Second, every edition - and 5e's no exception - has had a fairly clear "sweet spot" level range where things just plain worked; and for no edition yet has that sweet spot extended above about 14th level.
I mean, I'd argue 4e actually did go beyond that, but the things people found trouble with were different, and in fact quite fixable with an evolutionary, rather than revolutionary, update. But that's a discussion for a different thread.

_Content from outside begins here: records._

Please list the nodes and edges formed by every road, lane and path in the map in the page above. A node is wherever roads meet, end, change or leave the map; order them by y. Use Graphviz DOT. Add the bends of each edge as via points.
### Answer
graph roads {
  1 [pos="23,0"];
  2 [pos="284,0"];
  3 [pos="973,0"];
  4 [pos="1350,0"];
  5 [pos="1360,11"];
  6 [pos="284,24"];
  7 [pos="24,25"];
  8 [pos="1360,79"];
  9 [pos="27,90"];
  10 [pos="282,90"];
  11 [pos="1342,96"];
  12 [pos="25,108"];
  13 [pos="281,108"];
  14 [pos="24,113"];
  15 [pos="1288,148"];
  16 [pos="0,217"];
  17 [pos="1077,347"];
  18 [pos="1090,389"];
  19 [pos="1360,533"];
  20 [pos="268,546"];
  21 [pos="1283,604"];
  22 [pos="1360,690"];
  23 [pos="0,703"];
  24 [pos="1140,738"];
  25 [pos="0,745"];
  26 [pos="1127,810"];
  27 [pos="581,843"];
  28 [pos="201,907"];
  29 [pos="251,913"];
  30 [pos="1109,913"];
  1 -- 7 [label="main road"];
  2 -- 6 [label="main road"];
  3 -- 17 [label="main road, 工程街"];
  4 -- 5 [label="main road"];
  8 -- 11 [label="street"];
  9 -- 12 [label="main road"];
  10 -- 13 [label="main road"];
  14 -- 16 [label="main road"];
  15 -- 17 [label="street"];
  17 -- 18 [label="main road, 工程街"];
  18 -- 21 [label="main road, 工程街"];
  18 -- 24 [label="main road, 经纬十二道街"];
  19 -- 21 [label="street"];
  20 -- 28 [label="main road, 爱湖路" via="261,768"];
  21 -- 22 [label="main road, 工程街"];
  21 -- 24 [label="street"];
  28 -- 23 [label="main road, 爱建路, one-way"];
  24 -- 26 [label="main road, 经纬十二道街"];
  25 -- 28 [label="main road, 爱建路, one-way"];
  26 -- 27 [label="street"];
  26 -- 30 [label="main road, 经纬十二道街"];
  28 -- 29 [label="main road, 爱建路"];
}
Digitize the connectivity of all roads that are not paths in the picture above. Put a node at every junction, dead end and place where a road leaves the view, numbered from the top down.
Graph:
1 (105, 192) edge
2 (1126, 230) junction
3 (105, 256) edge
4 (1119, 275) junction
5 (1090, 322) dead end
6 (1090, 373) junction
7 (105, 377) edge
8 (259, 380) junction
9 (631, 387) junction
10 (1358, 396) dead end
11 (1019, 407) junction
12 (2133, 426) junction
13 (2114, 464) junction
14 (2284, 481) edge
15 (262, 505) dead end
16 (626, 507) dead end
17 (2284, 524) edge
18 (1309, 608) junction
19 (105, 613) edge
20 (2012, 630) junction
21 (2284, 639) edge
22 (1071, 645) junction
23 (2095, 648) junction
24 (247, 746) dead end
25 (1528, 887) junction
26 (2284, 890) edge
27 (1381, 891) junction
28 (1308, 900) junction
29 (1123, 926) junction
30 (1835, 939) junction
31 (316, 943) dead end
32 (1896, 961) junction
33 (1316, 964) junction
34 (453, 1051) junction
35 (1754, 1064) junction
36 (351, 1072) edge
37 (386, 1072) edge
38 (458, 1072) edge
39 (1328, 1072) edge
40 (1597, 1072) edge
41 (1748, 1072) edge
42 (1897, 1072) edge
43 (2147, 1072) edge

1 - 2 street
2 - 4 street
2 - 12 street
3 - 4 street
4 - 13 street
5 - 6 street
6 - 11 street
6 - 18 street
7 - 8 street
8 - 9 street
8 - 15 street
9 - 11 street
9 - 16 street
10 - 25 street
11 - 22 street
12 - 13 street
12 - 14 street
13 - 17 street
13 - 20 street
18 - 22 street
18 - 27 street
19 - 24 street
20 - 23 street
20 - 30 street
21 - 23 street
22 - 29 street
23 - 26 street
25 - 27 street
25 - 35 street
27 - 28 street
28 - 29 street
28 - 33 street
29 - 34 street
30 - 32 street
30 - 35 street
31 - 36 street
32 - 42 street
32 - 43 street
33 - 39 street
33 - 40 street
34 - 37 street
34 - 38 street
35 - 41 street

Thing is, how can a designer do that without wrecking the sweet spot range where things already work well? 3e tried it by upping monster power commensurate with PC power, leading to something of a treadmill effect; that didn't work. 4e tried it by flattening the curve between levels such that the 1-30 power difference in 4e was less than the 1-20 difference in 3e, and for some reason that didn't work. 5e - well, I'm not quite sure what 5e did but it still seems not to have worked. And 0e-1e-2e didn't really bother trying; the DMs were pretty much on thieir own after about name level (9th-10th for most).

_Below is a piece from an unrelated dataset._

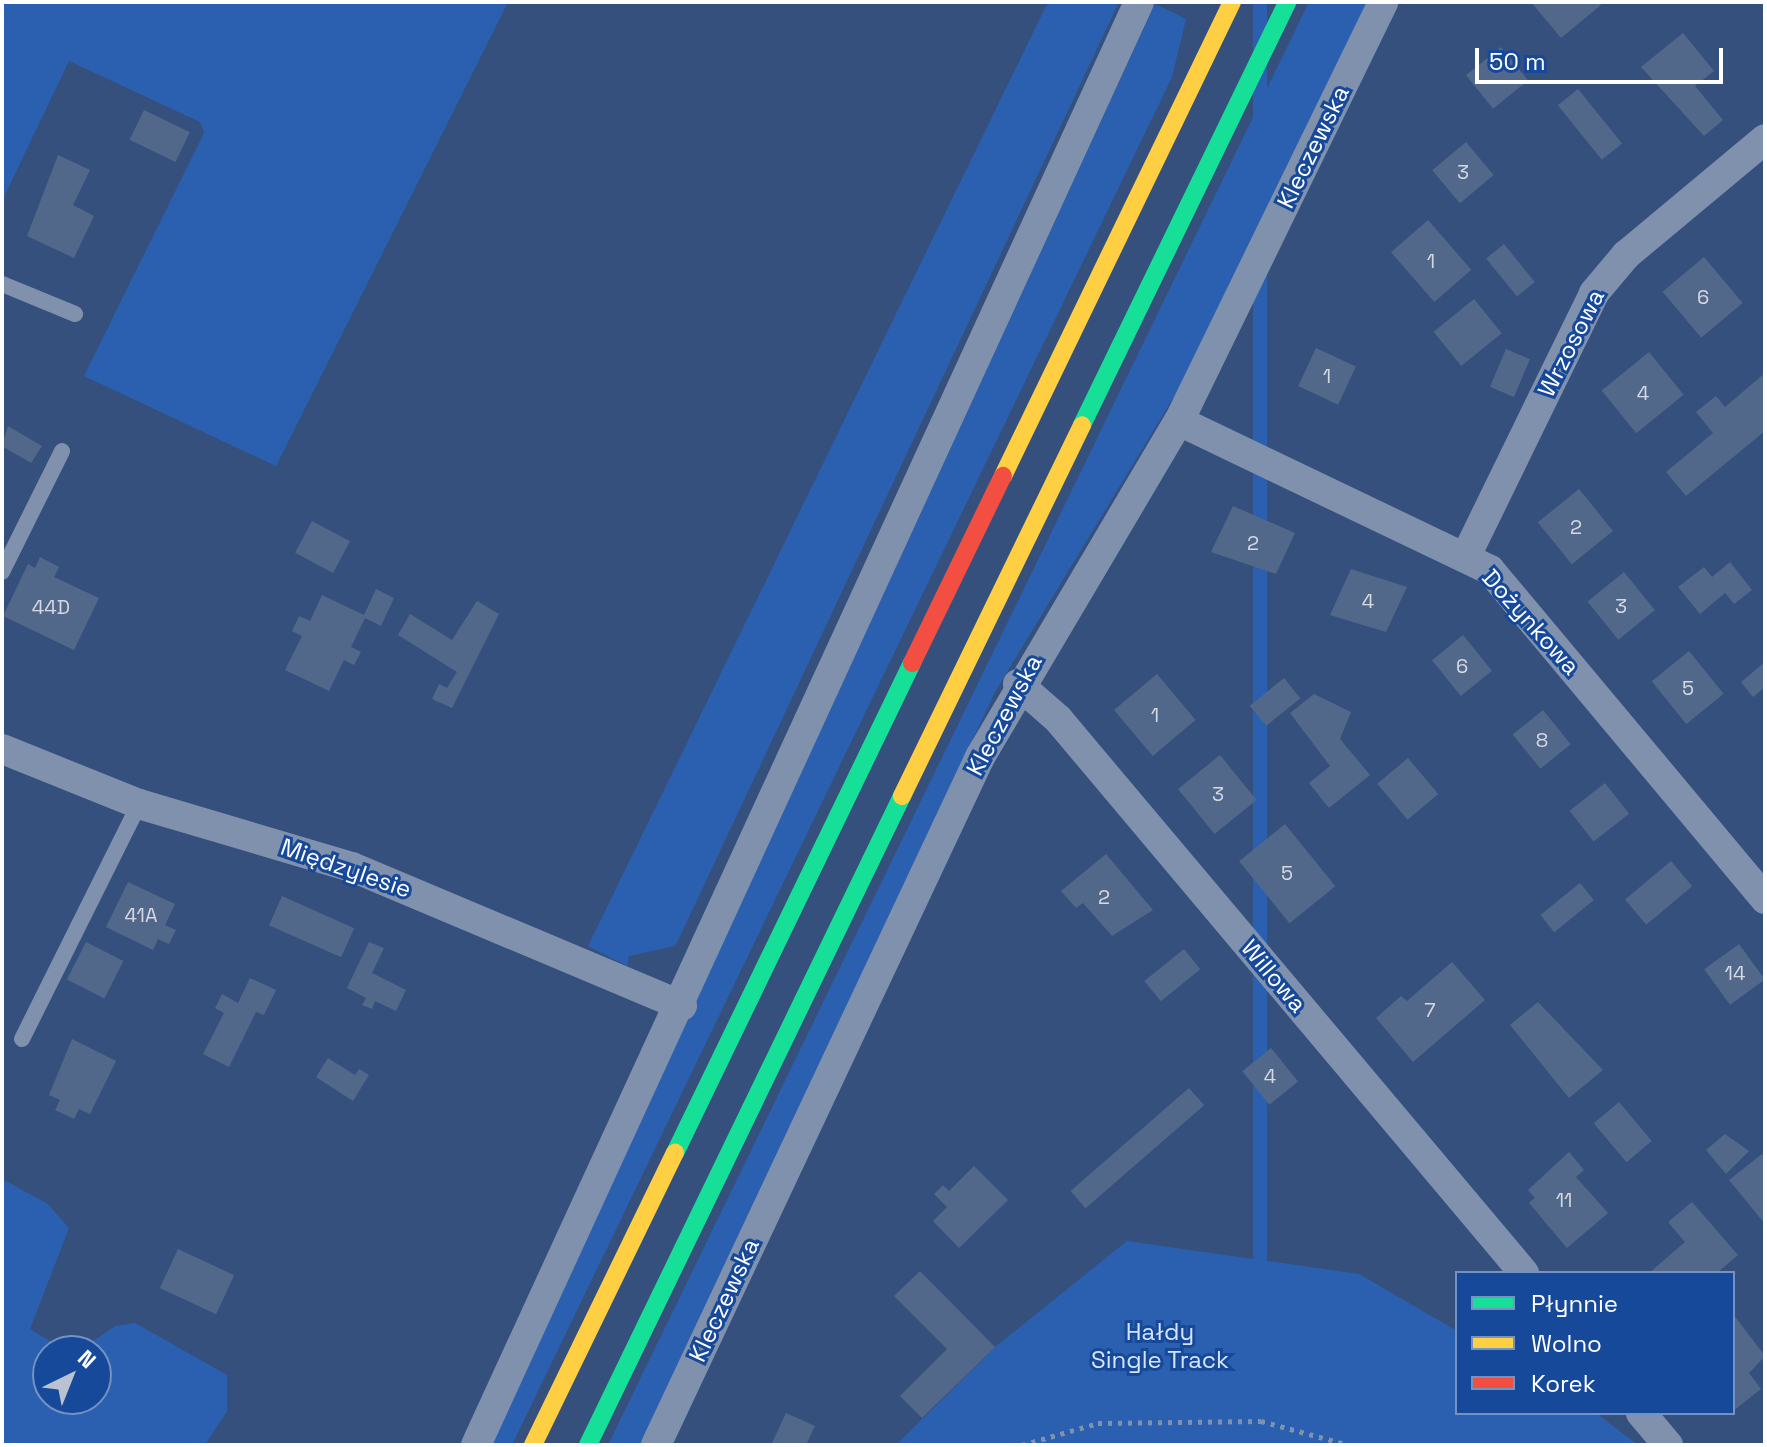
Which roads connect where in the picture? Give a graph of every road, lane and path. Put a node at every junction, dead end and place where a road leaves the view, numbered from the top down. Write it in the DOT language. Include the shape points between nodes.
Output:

The only thing I can think of, but it wouldn't be popular, would be to dial down the power level overall - mostly by reducing the power gain at each level - such that a "new" 20th-level character would have about the overall power of what we now see as a 10th or 12th. Then, design for 1-20 as before and thus make the designed range and the playable range much more similar.
Well...what you just described IS what 4e did. If three levels in 4e is (approximately) equal to 2 levels in 5e, then a level 21 character in 4e is equivalent to a level 14 character in 5e. "13 is the new 20" is pretty close to what you're talking about here. Note that I don't say this because I think you are wrong. I say it because I think you are right, just conflating "4e had problems" (which it absolutely did, both external and internal, both induced from outside and completely self-inflicted) with "because 4e did it, it must not have worked."

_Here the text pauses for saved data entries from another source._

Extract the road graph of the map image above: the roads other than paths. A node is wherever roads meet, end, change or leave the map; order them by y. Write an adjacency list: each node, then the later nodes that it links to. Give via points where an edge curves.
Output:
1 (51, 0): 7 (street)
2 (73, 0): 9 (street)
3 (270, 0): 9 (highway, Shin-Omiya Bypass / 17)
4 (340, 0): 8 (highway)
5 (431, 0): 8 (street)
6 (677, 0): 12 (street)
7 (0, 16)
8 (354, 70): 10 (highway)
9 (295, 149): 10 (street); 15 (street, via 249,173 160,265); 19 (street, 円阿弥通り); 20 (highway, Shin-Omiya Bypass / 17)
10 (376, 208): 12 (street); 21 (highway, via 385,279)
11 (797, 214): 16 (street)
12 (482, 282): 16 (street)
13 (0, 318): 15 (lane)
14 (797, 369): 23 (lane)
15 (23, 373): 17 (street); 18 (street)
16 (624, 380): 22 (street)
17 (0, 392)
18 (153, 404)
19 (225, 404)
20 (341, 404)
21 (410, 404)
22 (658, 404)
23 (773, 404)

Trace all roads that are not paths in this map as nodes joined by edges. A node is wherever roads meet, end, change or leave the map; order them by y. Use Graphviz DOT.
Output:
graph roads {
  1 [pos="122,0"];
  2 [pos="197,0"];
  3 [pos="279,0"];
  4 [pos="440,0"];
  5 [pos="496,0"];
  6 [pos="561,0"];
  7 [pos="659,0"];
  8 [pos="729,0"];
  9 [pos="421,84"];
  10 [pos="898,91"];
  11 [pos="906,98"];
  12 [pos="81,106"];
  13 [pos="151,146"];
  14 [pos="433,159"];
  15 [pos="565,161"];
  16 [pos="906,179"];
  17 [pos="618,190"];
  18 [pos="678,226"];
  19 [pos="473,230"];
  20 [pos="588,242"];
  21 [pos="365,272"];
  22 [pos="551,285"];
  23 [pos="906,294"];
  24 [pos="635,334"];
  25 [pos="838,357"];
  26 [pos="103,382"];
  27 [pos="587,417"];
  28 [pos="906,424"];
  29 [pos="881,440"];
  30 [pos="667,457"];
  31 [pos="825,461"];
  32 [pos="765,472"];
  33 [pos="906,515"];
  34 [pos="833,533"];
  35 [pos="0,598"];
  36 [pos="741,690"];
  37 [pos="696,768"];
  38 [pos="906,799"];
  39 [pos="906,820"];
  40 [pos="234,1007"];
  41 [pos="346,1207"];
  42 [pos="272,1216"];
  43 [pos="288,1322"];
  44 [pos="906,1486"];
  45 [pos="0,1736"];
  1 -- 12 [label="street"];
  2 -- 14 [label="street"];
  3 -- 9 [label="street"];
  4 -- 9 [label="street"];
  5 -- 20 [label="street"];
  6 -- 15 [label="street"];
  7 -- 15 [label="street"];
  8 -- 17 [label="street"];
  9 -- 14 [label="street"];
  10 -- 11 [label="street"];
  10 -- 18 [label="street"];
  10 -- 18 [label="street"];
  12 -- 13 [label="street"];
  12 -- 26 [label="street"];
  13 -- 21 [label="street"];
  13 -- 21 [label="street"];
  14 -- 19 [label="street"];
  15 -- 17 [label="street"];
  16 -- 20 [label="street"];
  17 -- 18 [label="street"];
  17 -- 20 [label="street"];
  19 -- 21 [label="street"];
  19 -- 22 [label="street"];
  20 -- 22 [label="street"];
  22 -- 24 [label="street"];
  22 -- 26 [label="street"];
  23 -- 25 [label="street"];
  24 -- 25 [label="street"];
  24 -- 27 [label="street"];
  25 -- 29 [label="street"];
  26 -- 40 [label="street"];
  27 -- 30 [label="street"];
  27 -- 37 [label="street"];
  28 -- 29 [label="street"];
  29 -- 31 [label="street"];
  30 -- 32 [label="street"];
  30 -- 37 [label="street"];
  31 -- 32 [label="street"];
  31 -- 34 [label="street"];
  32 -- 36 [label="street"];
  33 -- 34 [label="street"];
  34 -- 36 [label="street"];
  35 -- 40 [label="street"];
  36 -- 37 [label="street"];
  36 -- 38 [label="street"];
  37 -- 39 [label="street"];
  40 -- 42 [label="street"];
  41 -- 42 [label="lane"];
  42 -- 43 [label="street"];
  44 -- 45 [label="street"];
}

Spell levels 7, 8, and (especially) 9 are where the wheels truly come off. Where reality has to use metaphorical safe words in its relationship with full spellcasters. The kinds of things a 9th level spellcaster can do--stopping time, creating pocket planes, literally enforcing their wishes on reality--are stuff that even legit actual superheroes struggle to do, if they even get the chance. 4e decided those things should belong in Epic tier. I think that decision was correct.
 

Scribe

Legend
We don't actually need them. For the same reason we don't need gender-based limits--something D&D also used to have.
Not the same actually, at all.

A Halfling is quite literally a small child as far as stature, mass, leverage, physiology goes.

Its not comparable to male/female dichotomy that was present and rightfully removed, at all.
 

Branduil

Hero
Not the same actually, at all.

A Halfling is quite literally a small child as far as stature, mass, leverage, physiology goes.

Its not comparable to male/female dichotomy that was present and rightfully removed, at all.
Halflings aren't real, their physiology is whatever their creators say it is. An actual child would simply die in their first combat encounter, so it's understandable people do not want to play halflings who are "realistic" for their size.